▸ **What you will do**: Complete, exact copies of all entries are needed.

▸ **Data items**:
"""
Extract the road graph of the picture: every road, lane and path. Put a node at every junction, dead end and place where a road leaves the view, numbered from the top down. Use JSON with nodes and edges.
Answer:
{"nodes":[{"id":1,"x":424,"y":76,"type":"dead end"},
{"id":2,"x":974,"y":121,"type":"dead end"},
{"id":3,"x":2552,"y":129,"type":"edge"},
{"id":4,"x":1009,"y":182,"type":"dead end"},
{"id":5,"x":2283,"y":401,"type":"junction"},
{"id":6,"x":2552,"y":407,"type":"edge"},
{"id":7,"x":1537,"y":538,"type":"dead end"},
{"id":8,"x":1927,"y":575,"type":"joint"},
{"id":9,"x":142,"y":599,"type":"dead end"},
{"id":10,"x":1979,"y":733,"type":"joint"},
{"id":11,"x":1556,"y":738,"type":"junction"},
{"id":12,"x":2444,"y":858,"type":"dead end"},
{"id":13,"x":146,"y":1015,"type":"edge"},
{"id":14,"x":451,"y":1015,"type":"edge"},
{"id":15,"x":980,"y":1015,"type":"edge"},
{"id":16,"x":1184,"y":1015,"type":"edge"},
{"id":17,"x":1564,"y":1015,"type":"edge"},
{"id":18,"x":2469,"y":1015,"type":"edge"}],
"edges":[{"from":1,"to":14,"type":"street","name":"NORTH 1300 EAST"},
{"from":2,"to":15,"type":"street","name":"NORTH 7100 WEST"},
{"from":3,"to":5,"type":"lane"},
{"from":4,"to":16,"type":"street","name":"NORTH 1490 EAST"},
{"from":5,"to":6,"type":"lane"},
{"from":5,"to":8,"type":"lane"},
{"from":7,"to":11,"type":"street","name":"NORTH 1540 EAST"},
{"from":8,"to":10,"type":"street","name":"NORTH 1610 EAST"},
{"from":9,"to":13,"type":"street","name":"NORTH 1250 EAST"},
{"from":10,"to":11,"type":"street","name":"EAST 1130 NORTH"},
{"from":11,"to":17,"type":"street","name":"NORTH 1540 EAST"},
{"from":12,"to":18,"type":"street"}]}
"""
▸ **Answer box**:
Extract the road graph of the picture: every road, lane and path. Put a node at every junction, dead end and place where a road leaves the view, numbered from the top down. Use JSON with nodes and edges.
Answer:
{"nodes":[{"id":1,"x":424,"y":76,"type":"dead end"},
{"id":2,"x":974,"y":121,"type":"dead end"},
{"id":3,"x":2552,"y":129,"type":"edge"},
{"id":4,"x":1009,"y":182,"type":"dead end"},
{"id":5,"x":2283,"y":401,"type":"junction"},
{"id":6,"x":2552,"y":407,"type":"edge"},
{"id":7,"x":1537,"y":538,"type":"dead end"},
{"id":8,"x":1927,"y":575,"type":"joint"},
{"id":9,"x":142,"y":599,"type":"dead end"},
{"id":10,"x":1979,"y":733,"type":"joint"},
{"id":11,"x":1556,"y":738,"type":"junction"},
{"id":12,"x":2444,"y":858,"type":"dead end"},
{"id":13,"x":146,"y":1015,"type":"edge"},
{"id":14,"x":451,"y":1015,"type":"edge"},
{"id":15,"x":980,"y":1015,"type":"edge"},
{"id":16,"x":1184,"y":1015,"type":"edge"},
{"id":17,"x":1564,"y":1015,"type":"edge"},
{"id":18,"x":2469,"y":1015,"type":"edge"}],
"edges":[{"from":1,"to":14,"type":"street","name":"NORTH 1300 EAST"},
{"from":2,"to":15,"type":"street","name":"NORTH 7100 WEST"},
{"from":3,"to":5,"type":"lane"},
{"from":4,"to":16,"type":"street","name":"NORTH 1490 EAST"},
{"from":5,"to":6,"type":"lane"},
{"from":5,"to":8,"type":"lane"},
{"from":7,"to":11,"type":"street","name":"NORTH 1540 EAST"},
{"from":8,"to":10,"type":"street","name":"NORTH 1610 EAST"},
{"from":9,"to":13,"type":"street","name":"NORTH 1250 EAST"},
{"from":10,"to":11,"type":"street","name":"EAST 1130 NORTH"},
{"from":11,"to":17,"type":"street","name":"NORTH 1540 EAST"},
{"from":12,"to":18,"type":"street"}]}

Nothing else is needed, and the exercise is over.